The next day, Connie returns for training, having made amends with the boy she beat up. Stevonnie performs well in practice battles until they again begin to have visions driven by guilt and anxiety. This time, the guilt is Steven's; they see images of Bismuth, Jasper, and Eyeball, three recent adversaries with whom Steven, despite his best efforts, was unable to make peace. The cloud of butterflies then takes the shape of a stern and disapproving-looking Rose Quartz. Overwhelmed, Stevonnie falls from the Sky Arena.

As they fall, Steven and Connie split again. Connie calls for Steven to fuse so they can float to the ground, but Steven is too wrapped up in guilt to pay attention. Connie tells Steven that he has to be honest with himself about how bad he feels in order for him to move on. Accepting this, Steven fuses with Connie once again and Stevonnie regains stability, managing to safely float down. Stevonnie falls to the ground laughing in relief, and contentedly proclaims, "I'm here".

==Production==

Promotional art for the episode by storyboarder Jeff Liu

Episodes of Steven Universe are written and storyboarded by a single team. "Mindful Education" was written by Colin Howard, Jeff Liu, and guest animator Takafumi Hori of Studio Trigger. Ki-Yong Bae and Jin-Hee Park provided animation direction, and Ricky Cometa served as art director.

===Music===
The episode features the song "Here Comes a Thought". The song was written by series creator Rebecca Sugar, and arranged by Aivi & Surasshu, the music team for the series, with strings performed by Jeff Ball. It features vocals by Estelle as Garnet and AJ Michalka as Stevonnie. A shortened version of the song was first performed by Sugar at the 2016 San Diego Comic-Con, where she described it as a song she wrote to talk herself off of a proverbial ledge. At the 2017 San Diego Comic-Con, AJ Michalka and Estelle, alongside Rebecca Sugar, sang a live acoustic version of the song.
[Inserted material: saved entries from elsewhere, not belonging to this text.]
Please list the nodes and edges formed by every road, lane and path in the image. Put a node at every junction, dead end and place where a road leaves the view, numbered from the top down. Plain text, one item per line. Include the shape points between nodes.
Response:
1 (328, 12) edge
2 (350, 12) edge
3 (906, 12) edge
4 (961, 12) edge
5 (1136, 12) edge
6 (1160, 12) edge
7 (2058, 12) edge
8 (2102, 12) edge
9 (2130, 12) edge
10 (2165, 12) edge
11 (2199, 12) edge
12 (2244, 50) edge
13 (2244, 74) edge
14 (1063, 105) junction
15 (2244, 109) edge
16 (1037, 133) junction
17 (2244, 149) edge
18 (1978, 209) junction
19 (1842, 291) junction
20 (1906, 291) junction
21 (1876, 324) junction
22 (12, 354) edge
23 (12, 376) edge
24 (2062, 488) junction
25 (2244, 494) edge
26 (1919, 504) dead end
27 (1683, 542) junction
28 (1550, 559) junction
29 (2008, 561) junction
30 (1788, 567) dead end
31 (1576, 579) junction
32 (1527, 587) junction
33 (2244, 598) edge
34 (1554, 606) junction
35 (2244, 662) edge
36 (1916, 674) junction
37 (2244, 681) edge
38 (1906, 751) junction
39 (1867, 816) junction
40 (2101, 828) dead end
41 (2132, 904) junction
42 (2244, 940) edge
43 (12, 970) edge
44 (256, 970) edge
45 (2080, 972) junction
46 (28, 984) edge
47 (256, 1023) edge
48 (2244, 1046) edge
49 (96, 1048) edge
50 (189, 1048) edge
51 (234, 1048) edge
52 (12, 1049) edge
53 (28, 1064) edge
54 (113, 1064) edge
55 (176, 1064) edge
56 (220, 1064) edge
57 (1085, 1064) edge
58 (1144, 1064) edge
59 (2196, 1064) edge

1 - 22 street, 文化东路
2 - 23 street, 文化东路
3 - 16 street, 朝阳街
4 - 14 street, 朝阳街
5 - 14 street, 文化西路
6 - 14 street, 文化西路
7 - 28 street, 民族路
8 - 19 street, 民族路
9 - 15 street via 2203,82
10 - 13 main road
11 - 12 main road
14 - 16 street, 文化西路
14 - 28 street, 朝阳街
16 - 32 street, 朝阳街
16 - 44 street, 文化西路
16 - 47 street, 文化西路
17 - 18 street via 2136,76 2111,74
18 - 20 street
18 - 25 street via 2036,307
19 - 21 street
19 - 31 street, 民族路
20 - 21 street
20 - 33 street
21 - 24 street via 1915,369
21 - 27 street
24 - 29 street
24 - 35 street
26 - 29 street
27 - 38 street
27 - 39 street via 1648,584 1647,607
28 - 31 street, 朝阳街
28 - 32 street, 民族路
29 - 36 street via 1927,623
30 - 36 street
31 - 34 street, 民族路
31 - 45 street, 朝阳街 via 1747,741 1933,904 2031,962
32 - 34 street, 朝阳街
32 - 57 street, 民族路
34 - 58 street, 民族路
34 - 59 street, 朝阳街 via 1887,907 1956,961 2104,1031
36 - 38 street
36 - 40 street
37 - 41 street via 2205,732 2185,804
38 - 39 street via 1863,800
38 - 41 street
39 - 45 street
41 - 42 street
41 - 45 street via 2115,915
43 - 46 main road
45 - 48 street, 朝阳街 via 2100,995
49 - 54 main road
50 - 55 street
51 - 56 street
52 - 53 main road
==Broadcast and reception==
"Mindful Education" premiered on Cartoon Network on August 25, 2016. Its initial American broadcast was viewed by approximately 1.334 million viewers. It received a Nielsen household rating of 0.3, meaning that it was seen by 0.3% of all households.

The episode was highly praised by critics. The animation, Hori's storyboarding and voice acting of the "Here Comes a Thought" sequence was particularly lauded, with James Whitbrook of io9 calling it "one of Steven Universe's best songs since 'Stronger Than You'", and Eric Thurm of The A.V. Club, who gave the episode an A grade, singling out AJ Michalka as "the real MVP of the song". The message of the episode was also praised, with Vrai Kaiser of The Mary Sue comparing it to Pixar's Inside Out, and ND Medina of iDigitalTimes calling it a "bite-sized dose" of cognitive behavioral therapy.